Objectives must also be relevant to the individual’s job responsibility. Don’t target a sales executive to improve profitability if he or she has no authority to reduce costs or increase prices.
Perhaps the best way of setting goals is to approach the task from the point of view of the participant. Asking individuals to set their own targets may seem crazy – but is more likely to result in an objective that becomes 'ours' rather than 'mine' or 'yours'.
Finally, don’t impose across the board objectives – remember you’re dealing with individuals.
- Communicate effectively
Communication of a motivation programme to participants must be a clear message that is easily understood. Whether it is conveyed in print, by email or over the internet, participants must buy into the idea and understand exactly what they need to do to achieve objectives and earn awards.
This may involve devising measurement structures, creating a branded incentive theme and providing regular updates throughout the programme. However it is done, participants need to know in simple terms what is expected of them.
- Have lots of winners
Being able to recognise and reward all those who have succeeded promotes a more productive and positive environment than one with lots of demotivated losers. Winners must be genuine, but the process can be helped along by the creative use of the reward structure.
- Make awards frequently
Staff need to be kept switched on by a programme as they’ll quickly lose interest if they’re not reminded about the benefits.
If the campaign is for a year, why not shorten the pay-out horizon to monthly or quarterly? It’s not necessarily about huge award values but about frequent winners.
Use your award budget creatively by reserving an amount for interim awards – this keeps interest levels high and ensures that you recognise success early on in the campaign.
- Have a most improved award
This is a chance to reward average performers. A participant who has a poor performance in a month or a quarter can be revitalised by the opportunity to qualify for an award in the next period based on his/her improvement.
This method is all about encouragement, spurring people on to keep trying despite perhaps an early poor performance.
- Have an employee of the month
Implementing some short term goals helps to keep people focussed. Criteria could change each month to give everyone the chance to demonstrate a particular skill.
Again, this gives a chance for the average participant to compete and be rewarded.

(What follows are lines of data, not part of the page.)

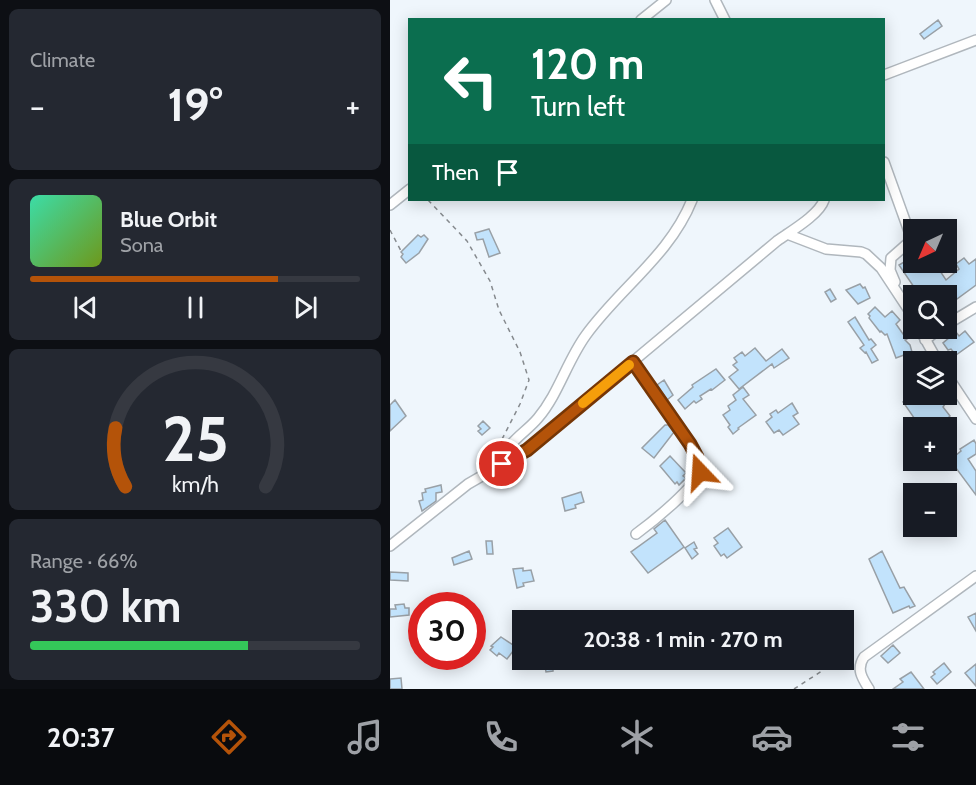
<!DOCTYPE html>
<html lang="en">
<head>
<meta charset="utf-8">
<style>
	:root { --surface:#171b24; --page:#242831; --text:#f1f3f6; --muted:#9ea1a6; --line:#363941; --accent:#b45309 }
	body { margin:0; font-family:Cabin,sans-serif; background:var(--page); color:var(--text); height:100vh; display:flex; flex-direction:column; font-size:22px; white-space:nowrap }
	* { box-sizing:border-box; margin:0 }
	p { font-size:20px; color:var(--muted) }
	.icon { flex:none; width:33px; height:33px; fill:none; stroke:currentColor; stroke-width:2; stroke-linecap:round; stroke-linejoin:round }
	.map { position:relative; flex:1; overflow:hidden }
	.details { display:flex; flex-direction:column; gap:9px; padding:9px; background:#0d0f14; width:390px }
	.details>* { flex:none }
	.hud { position:absolute; left:18px; top:18px; width:477px; height:183px; border-radius:0px; box-shadow:0 3px 15px #0003; background:#0b6e4f; color:#fff; overflow:hidden }
	.needle { width:39px; rotate:224deg }
	.tools { position:absolute; left:513px; top:219px; display:grid; gap:12px }
	.tools a { display:grid; place-items:center; width:54px; height:54px; border-radius:0px; background:var(--surface); box-shadow:0 3px 15px #0003; font-size:30px }
	.speed { position:absolute; left:18px; top:592px; display:flex; gap:12px; font-size:30px; font-weight:700; text-align:center }
	.speed>* { display:grid; place-content:center; width:78px; height:78px; border-radius:50%; background:var(--surface); box-shadow:0 3px 15px #0003; line-height:1 }
	.speed .limit { border:9px solid #d22; background:#fff; color:#111 }
	.pin { position:absolute; display:grid; place-items:center; width:51px; height:51px; color:#fff; margin:-26px; border:3px solid #fff; border-radius:50%; box-shadow:0 2px 6px #0007 }
	.me { position:absolute; width:66px; margin:-33px; rotate:340deg; stroke-linejoin:round; filter:drop-shadow(0 0 4px #0008) }
	.turn { display:flex; align-items:center; gap:21px; height:126px; padding:0 24px; font-size:27px }
	.turn .icon { width:78px; height:78px; stroke-width:2.5 }
	.turn b { display:block; font-size:42px; line-height:51px }
	.then { display:flex; align-items:center; height:57px; padding:0 24px; background:#0003; gap:12px; font-size:22px }
	.big { font-size:45px; font-weight:800; line-height:1.1 }
	.details .card { flex:1; display:flex; flex-direction:column; justify-content:center; gap:9px; min-width:0; padding:0 21px; border-radius:9px; background:var(--page) }
	.details .dial { align-items:center; gap:0 }
	.dial svg { height:156px; overflow:visible; fill:none; stroke:var(--line); stroke-width:7; stroke-linecap:round; text-anchor:middle }
	.dial text { fill:var(--text); stroke:none }
	.song { display:flex; align-items:center; gap:18px }
	.cover { width:72px; height:72px; border-radius:9px; background:linear-gradient(135deg,hsl(160 70% 55%),hsl(80 70% 35%)) }
	.played { height:6px; border-radius:3px; background:linear-gradient(90deg,var(--accent) 75%,var(--line) 75%) }
	.keys { display:flex; justify-content:space-around; direction:ltr }
	.heat { display:flex; justify-content:space-between; align-items:center; font-size:33px; direction:ltr }
	.charge { height:9px; border-radius:4px; background:linear-gradient(90deg,#34c759 66%,var(--line) 0) }
	.trip { position:absolute; left:122px; top:610px; width:342px; height:60px; border-radius:0px; background:var(--surface); box-shadow:0 3px 15px #0003; font-weight:800; line-height:60px; text-align:center }
	.dock { display:flex; height:96px; justify-content:space-around; align-items:center; background:#090b0e; color:var(--muted) }
	.dock .icon { width:42px; height:42px }
	.dock .current { color:var(--accent) }
	.dock b { font-size:27px; color:var(--text) }
	main { display:flex; flex:1; min-height:0 }
	.map>svg:first-child { display:block }
	.building { fill:#c2e3fc; stroke:#99a0a6; stroke-width:1.5 }
	.lines { fill:none; stroke-linecap:round; stroke-linejoin:round }
	.minor-casing { stroke:#b0b7bd; stroke-width:12 }
	.path { stroke:#868a8e; stroke-width:1.5; stroke-dasharray:4.5 4.5; stroke-linecap:butt }
	.minor { stroke:#fff; stroke-width:9 }
	.route-casing { stroke:#753606; stroke-width:15 }
	.route { stroke:#b45309; stroke-width:10 }
	.slow { stroke:#f59e0b; stroke-width:10 }
</style>
</head>
<body>
<main>
<section class="details">
<div class="card"><p>Climate</p>
<div class="heat"><a>−</a><b class="big">19°</b><a>+</a></div>
</div>
<div class="card">
<div class="song"><i class="cover"></i><div><b>Blue Orbit</b><p>Sona</p></div></div>
<div class="played"></div>
<div class="keys"><svg class="icon" aria-label="previous" viewBox="0 0 24 24"><path d="M18 5L8 12l10 7zM5 5v14"/></svg><svg class="icon" aria-label="pause" viewBox="0 0 24 24"><path d="M8 5v14M16 5v14"/></svg><svg class="icon" aria-label="next" viewBox="0 0 24 24"><path d="M6 5l10 7-10 7zM19 5v14"/></svg></div>
</div>
<div class="card dial"><svg viewBox="0 0 100 80">
<path d="M14 69A42 42 0 1 1 86 69"/>
<path d="M14 69A42 42 0 0 1 9 39" stroke="#b45309"/>
<text x="50" y="56" font-size="32" font-weight="700">25</text>
<text x="50" y="72" font-size="11">km/h</text>
</svg></div>
<div class="card"><p>Range · 66%</p><b class="big">330 km</b><div class="charge"></div></div>
</section>
<div class="map">
<svg width="586" height="689" viewBox="0 0 586 689">
	<rect width="100%" height="100%" fill="#eff6fc"/>
	<path class="building" d="M548 20 552 26 534 39 530 34Z
		M99 229 110 253 99 257 93 239 87 240 85 233Z
		M28 235 31 237 34 235 38 239 29 253 16 263 11 257 13 254 11 252Z
		M524 256V269L532 262H556L548 268 556 280 569 269 566 264 574 258 579 264 586 259V285L556 307V296H531L528 291 522 296 518 291 524 287 509 265Z
		M470 284 473 288 475 287 480 298 468 304 456 290Z
		M440 289 446 299 441 302 435 292Z
		M485 307 495 317 502 311 510 320 506 324 513 334 520 329 524 335 515 340 520 345 522 352 506 358 497 334 495 335 491 331 490 332 479 318 480 316 478 314Z
		M465 317 479 340 481 339 486 345 481 349 488 360 482 363 476 352 475 353 470 348 474 345 458 322Z
		M575 331 584 342 566 355 561 349 558 350 553 343 566 332 569 336Z
		M365 348 376 361 392 349 399 358 384 368 382 364 349 389 339 377 348 370 343 365 347 362 344 358 352 352 355 356Z
		M326 369 335 380 322 390 321 389 310 396 312 399 306 403 304 401 295 409 288 400 303 387 302 385Z
		M274 380 283 395 277 400 267 385Z
		M353 387 359 395 353 399 366 415 348 428 349 429 343 434 338 427 340 425 333 415 340 410 338 406 346 400 343 395Z
		M523 394H547L555 404 553 407 560 416 548 428 543 425 531 428 513 402Z
		M5 400 16 416 0 431V405Z
		M402 403 408 413 403 416 409 424 393 435 389 430 384 433 376 422 382 417 380 414 386 410 388 413Z
		M93 421 100 428 92 435 88 431 91 429 88 426Z
		M275 425H278L284 432 264 458 252 448Z
		M584 440 586 444V454L578 459 586 471V495L560 460 571 451 570 449Z
		M280 456 296 473 293 476 296 478 289 485 287 482 285 484 270 466Z
		M51 485 52 492 46 493V501L32 511 29 501 33 500 32 493 36 492 35 489Z
		M191 492 194 502 185 505 186 508 175 511 172 498Z
		M275 520 294 547 258 573 241 552 267 533 264 529Z
		M338 528 352 547 337 558 334 554 331 556 324 546 328 543 324 538Z
		M96 541H102L103 554H97Z
		M304 542 307 548 304 549 308 554 302 559 295 548Z
		M79 551 82 559 64 565 62 558Z
		M492 551 510 588 514 587 525 606 520 608 519 606 503 613 479 559Z
		M133 568V571L141 570 144 581 133 583 134 586 127 588 123 569Z
		M0 572 18 573V581L0 580Z
		M14 604 15 608H19V615L0 617V609H6L5 605Z
		M586 613V631L578 617Z
		M111 637 126 647 117 659 109 653 107 656 100 650 103 647 101 646Z
		M503 645 510 653 498 663 491 656Z
		M154 660H182L183 663 163 667V671L156 672Z
		M554 663 561 672 547 684 541 677 545 674 543 672Z
		M586 664V686L575 673Z
		M521 672 534 689H503L513 682 510 679Z
		M11 678 12 689H0V679Z"/>
	<g class="lines">
		<g class="minor-casing">
			<path id="minor" d="M325 0 335 20
				M251 20 276 0
				M494 75 586 40
				M494 162 521 237 518 243 501 258 500 270 505 282
				M0 205 20 189
				M397 234 436 249 471 252 476 254 491 268 524 318
				M556 325 586 307
				M529 328 548 362
				M535 340 551 328
				M243 362 300 444 311 468C308 486 261 523 246 534
				M556 374 586 419
				M108 467C111 460 114 453 119 447 127 436 139 429 148 418 169 393 177 361 196 335 230 288 280 255 302 200
				M0 546 78 484 137 450 387 241C401 231 429 215 434 200
				M479 689C472 678 466 669 474 657L586 576"/>
		</g>
		<path class="path" d="M38 200 77 241 100 281 109 310 130 352 139 380 130 404 107 449
			M0 230 11 251
			M404 689 435 669 462 664"/>
		<use href="#minor" class="minor"/>
	</g>
	<g class="lines">
		<g class="route-casing">
			<path id="route" d="M112 464 137 450 243 362 300 444 307 457 310 472"/>
		</g>
		<use href="#route" class="route"/>
		<path class="slow" d="M193 403 239 365"/>
	</g>
</svg>
<div class="tools">
<a><svg class="needle" viewBox="-14 -14 28 28"><path d="M0-13l5 13h-10z" fill="#e53935"/><path d="M0 13l5-13h-10z" fill="#9ea1a6"/></svg></a>
<a><svg class="icon" aria-label="search" viewBox="0 0 24 24"><circle cx="10" cy="10" r="6"/><path d="M15 15l6 6"/></svg></a>
<a><svg class="icon" aria-label="layers" viewBox="0 0 24 24"><path d="M12 4l9 5-9 5-9-5zM3 14l9 5 9-5"/></svg></a>
<a>+</a>
<a>−</a>
</div>
<div class="speed"><div class="limit">30</div></div>
<div class="pin" style="left:112px;top:464px;background:#d93025"><svg class="icon" aria-label="arrive" viewBox="0 0 24 24"><path d="M6 21V4h12l-3 4 3 4H6"/></svg></div>
<svg class="me" style="left:310px;top:472px" viewBox="-20 -20 40 40"><path d="M0-17L14 15 0 8-14 15z" fill="#b45309" stroke="#fff" stroke-width="4"/></svg>
<div class="trip">20:38 · 1 min · 270 m</div>
<div class="hud">
<div class="turn"><svg class="icon" aria-label="left" viewBox="0 0 24 24"><path d="M17 20v-9H6M10 6l-5 5 5 5"/></svg><div><b>120 m</b>Turn left</div></div>
<div class="then">Then<svg class="icon" aria-label="arrive" viewBox="0 0 24 24"><path d="M6 21V4h12l-3 4 3 4H6"/></svg></div>
</div>
</div>
</main>
<nav class="dock">
<b>20:37</b>
<svg class="icon current" aria-label="directions" viewBox="0 0 24 24"><path d="M12 3l9 9-9 9-9-9zM9 14v-3h6M13 9l2 2-2 2"/></svg>
<svg class="icon" aria-label="music" viewBox="0 0 24 24"><path d="M9 18V5l10-2v13"/><circle cx="6" cy="18" r="3"/><circle cx="16" cy="16" r="3"/></svg>
<svg class="icon" aria-label="phone" viewBox="0 0 24 24"><path d="M5 4h4l2 5-3 2q2 4 5 5l2-3 5 2v4C11 20 4 13 5 4z"/></svg>
<svg class="icon" aria-label="climate" viewBox="0 0 24 24"><path d="M12 3v18M4 7l16 10M4 17L20 7"/></svg>
<svg class="icon" aria-label="car" viewBox="0 0 24 24"><path d="M5 17H2v-5l4-1 3-4h7l3 4 3 1v5h-3M9 17h6M6 11h13"/><circle cx="7" cy="17" r="2"/><circle cx="17" cy="17" r="2"/></svg>
<svg class="icon" aria-label="filters" viewBox="0 0 24 24"><path d="M4 7h16M4 17h16"/><circle cx="9" cy="7" r="2"/><circle cx="15" cy="17" r="2"/></svg>
</nav>
</body>
</html>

- Present rewards with style
Presentation of awards is often neglected which underestimates the power of rewarding in public. Your average employee will value the experience of being recognised by his or her boss and peers.

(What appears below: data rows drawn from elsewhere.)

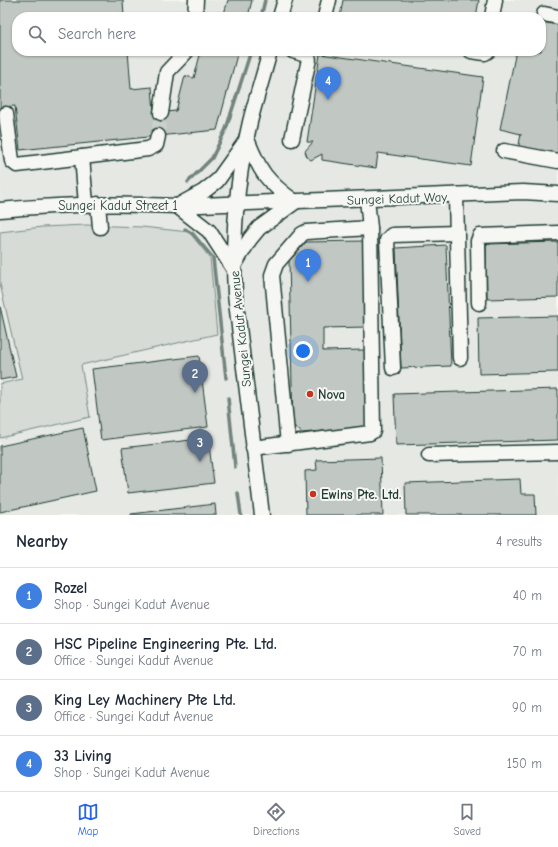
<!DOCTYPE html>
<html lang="en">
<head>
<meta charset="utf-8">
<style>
  body { margin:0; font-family:"Comic Neue",sans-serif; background:#f6f6f7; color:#1f2937 }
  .you { position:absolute; left:303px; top:351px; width:14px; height:14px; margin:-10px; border:3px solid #fff; border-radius:50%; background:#1a73e8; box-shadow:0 0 0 6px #1a73e833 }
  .badge { display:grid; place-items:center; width:26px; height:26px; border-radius:50%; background:#2563eb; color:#fff; font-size:13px; font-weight:700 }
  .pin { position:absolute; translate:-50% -33px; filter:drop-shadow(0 1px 2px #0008) }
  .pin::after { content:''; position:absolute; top:21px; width:14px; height:12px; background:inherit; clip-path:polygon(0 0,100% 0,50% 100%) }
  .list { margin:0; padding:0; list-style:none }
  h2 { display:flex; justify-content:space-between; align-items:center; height:52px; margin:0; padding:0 16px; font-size:17px }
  h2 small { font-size:13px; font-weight:400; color:#747a83 }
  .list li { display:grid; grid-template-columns:26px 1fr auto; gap:12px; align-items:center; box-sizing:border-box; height:56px; padding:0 16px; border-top:1px solid #e0e1e3 }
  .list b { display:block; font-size:15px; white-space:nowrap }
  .list p { margin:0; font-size:13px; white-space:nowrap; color:#747a83 }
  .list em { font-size:13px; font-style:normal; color:#747a83 }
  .icon { flex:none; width:22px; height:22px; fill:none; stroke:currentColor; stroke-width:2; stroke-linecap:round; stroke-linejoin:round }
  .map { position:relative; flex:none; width:558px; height:515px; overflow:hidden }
  .search { position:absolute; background:#fff; box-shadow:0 1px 3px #0004; left:12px; right:12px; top:12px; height:44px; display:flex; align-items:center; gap:10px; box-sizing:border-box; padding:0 14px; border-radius:16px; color:#747a83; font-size:15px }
  .sheet { height:276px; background:#fff }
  nav { display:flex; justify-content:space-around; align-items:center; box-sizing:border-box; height:56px; border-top:1px solid #e0e1e3; background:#fff; font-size:11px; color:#747a83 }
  nav a { display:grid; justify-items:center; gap:2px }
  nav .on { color:#2563eb }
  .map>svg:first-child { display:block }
  .built { fill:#e6e8e4; fill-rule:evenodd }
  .green { fill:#d6dbd6; stroke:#7a8c85 }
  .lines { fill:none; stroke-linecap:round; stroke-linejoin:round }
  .stream { stroke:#72847d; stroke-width:3.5 }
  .building { fill:#c1c8c3; stroke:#1f3d34 }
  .minor-tunnel { stroke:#cbd1cc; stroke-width:14; stroke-dasharray:14 7; stroke-linecap:butt }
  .minor-casing { stroke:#1f3d34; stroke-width:17 }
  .minor { stroke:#f6f6f2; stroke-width:14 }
  .poi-dot { fill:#c8321e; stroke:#f6f6f2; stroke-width:1.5 }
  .labels { text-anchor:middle; stroke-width:4; stroke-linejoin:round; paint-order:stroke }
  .street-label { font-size:13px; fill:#1f3d34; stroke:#f6f6f2 }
  .poi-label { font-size:13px; font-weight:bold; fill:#1f3d34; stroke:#f6f6f2; text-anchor:start }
</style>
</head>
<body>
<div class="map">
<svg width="558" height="515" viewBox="0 0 558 515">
  <rect width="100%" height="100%" fill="#f6f6f2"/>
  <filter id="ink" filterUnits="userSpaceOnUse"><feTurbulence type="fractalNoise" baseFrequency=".025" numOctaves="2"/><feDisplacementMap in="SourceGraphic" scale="8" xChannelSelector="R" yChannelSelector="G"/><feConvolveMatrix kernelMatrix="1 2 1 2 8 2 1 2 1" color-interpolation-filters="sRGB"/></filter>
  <g filter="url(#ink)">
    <path class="built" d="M0,0H558V515H0ZM17,17H541V51H17Z"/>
    <polygon class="green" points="86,225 142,227 189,232 210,258 217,334 81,365 90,417 0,438 0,384 22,379 0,284 0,232 42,227"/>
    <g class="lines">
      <g class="stream">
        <polyline points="261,17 265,0"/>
        <polyline points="188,182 212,158 226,129 251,51"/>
        <polyline points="185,229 193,234 213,258 226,378"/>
        <polyline points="228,398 235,467"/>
        <polyline points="238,493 241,515"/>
      </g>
    </g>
    <g class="building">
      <polygon points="0,0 123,0 124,17 17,17 17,51 128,51 131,89 152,87 154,113 176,111 185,76 194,78 201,51 238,51 217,130 20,150 15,106 0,107"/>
      <polygon points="228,0 252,0 248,17 223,17"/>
      <polygon points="343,0 479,0 476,17 340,17"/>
      <polygon points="541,22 558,25 558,158 518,150 521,134 500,129 516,51 541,51"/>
      <polygon points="320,54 483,77 471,166 378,153 376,168 322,160 322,154 311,160 307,157 305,151 313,142 307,142"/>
      <polygon points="363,241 367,327 323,328 323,351 365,350 366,427 302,433 293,425 289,261 306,242"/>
      <polygon points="558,242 558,297 487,299 486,244"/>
      <polygon points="446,245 451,366 401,368 396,248"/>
      <polygon points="0,306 16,377 0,380"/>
      <polygon points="558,316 558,372 479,374 478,318"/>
      <polygon points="199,356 208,427 101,440 92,369"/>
      <polygon points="558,389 558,440 396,445 394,394"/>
      <polygon points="83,428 96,491 0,512 0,446"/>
      <polygon points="208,438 214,483 128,493 122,448"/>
      <polygon points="381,458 383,515 306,515 305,471 317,470 316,460"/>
      <polygon points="520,479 521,494 535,494 536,515 406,515 405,483"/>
      <polygon points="215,504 216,515 131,515 131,514"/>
    </g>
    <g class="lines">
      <polyline class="minor-tunnel" points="158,136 161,113"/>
      <defs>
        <g id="minor">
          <polyline points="544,14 558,17"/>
          <polyline points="195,17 196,0"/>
          <polyline points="280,17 285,0"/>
          <polyline points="325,17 329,0"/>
          <polyline points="492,17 495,0"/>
          <polyline points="471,51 485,53 488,51"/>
          <polyline points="161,113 167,72 187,51"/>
          <polyline points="6,114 12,161 17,165 148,149 156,145 158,136"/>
          <path d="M247,139C260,172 266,181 295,202"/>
          <polyline points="292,139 309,59 306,55 293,51"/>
          <polyline points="504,151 558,161"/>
          <polyline points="82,157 86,204"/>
          <polyline points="456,196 460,358"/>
          <polyline points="98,204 100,227"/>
          <polyline points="181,204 203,192 217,181 245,142"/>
          <polyline points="177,206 209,231 233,268"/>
          <path d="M0,210C61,204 115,203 177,206L523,192L558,194"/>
          <polyline points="235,264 250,239 259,228 295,202"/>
          <polyline points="479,303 478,241 480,236 558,233"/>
          <polyline points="393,368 387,240 392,235 457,233"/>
          <polyline points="288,444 272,275 276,264 302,234 306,232 370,228"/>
          <polyline points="253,448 370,433 373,431 370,228 367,199"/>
          <polyline points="429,455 558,452"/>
          <path d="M262,515L235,294C232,237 237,177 250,122C256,98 264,74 270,51"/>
        </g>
      </defs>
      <use href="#minor" class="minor-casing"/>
      <use href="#minor" class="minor"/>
    </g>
  </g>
  <g class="poi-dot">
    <circle cx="310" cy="394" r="4"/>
    <circle cx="313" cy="494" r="4"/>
  </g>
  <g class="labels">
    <g class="street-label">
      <text transform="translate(397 198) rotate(-2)" y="5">Sungei Kadut Way</text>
      <text x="118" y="210">Sungei Kadut Street 1</text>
      <text transform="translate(240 329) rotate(-96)" y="5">Sungei Kadut Avenue</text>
    </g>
    <g class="poi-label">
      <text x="318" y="399">Nova</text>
      <text x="321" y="499">Ewins Pte. Ltd.</text>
    </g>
  </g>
</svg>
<div class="you"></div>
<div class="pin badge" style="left:308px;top:282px;background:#3f7fe0">1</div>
<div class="pin badge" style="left:195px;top:393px;background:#5c6f8a">2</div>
<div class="pin badge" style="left:200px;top:462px;background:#5c6f8a">3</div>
<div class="pin badge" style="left:328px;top:100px;background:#3f7fe0">4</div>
<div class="search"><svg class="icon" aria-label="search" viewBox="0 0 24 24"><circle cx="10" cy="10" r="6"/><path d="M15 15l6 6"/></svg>Search here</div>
</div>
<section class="sheet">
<h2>Nearby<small>4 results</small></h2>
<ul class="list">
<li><span class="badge" style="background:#3f7fe0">1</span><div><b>Rozel</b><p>Shop · Sungei Kadut Avenue</p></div><em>40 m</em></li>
<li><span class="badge" style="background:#5c6f8a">2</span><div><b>HSC Pipeline Engineering Pte. Ltd.</b><p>Office · Sungei Kadut Avenue</p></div><em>70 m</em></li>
<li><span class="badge" style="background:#5c6f8a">3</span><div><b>King Ley Machinery Pte Ltd.</b><p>Office · Sungei Kadut Avenue</p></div><em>90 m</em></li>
<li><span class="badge" style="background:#3f7fe0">4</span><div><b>33 Living</b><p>Shop · Sungei Kadut Avenue</p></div><em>150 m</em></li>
</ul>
</section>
<nav>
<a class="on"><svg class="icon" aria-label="map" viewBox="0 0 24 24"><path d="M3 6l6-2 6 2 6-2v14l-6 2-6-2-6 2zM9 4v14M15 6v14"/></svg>Map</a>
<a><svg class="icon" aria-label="directions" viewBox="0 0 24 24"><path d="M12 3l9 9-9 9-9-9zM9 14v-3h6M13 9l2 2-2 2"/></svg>Directions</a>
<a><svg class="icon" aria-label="saved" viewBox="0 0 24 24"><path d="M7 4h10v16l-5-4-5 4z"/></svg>Saved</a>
</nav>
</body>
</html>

When the time comes to announce winners, make that extra effort to get the whole group together to celebrate their successes. This doesn’t have to mean an expensive awards ceremony, just taking time out to present rewards shows the importance of individual contributions and makes people feel valued.
- Encourage sustained effort
Reward high flyers as well as ordinary performers. Cumulative performance should be rewarded over the whole campaign, but if everyone starts afresh each quarter or each month with pluses and minuses wiped out, it gives more people the chance to compete on equal terms.
- Choose the right reward
Cash may seem like the obvious reward, but many employees will use the money to help pay bills, and the reason why they won the reward – improved performance – will quickly be forgotten.
Gift vouchers allow the employee to choose a reward that will be more memorable – be it jewellery, an electrical gadget, or a weekend away – and make them more likely to sustain their improved performance.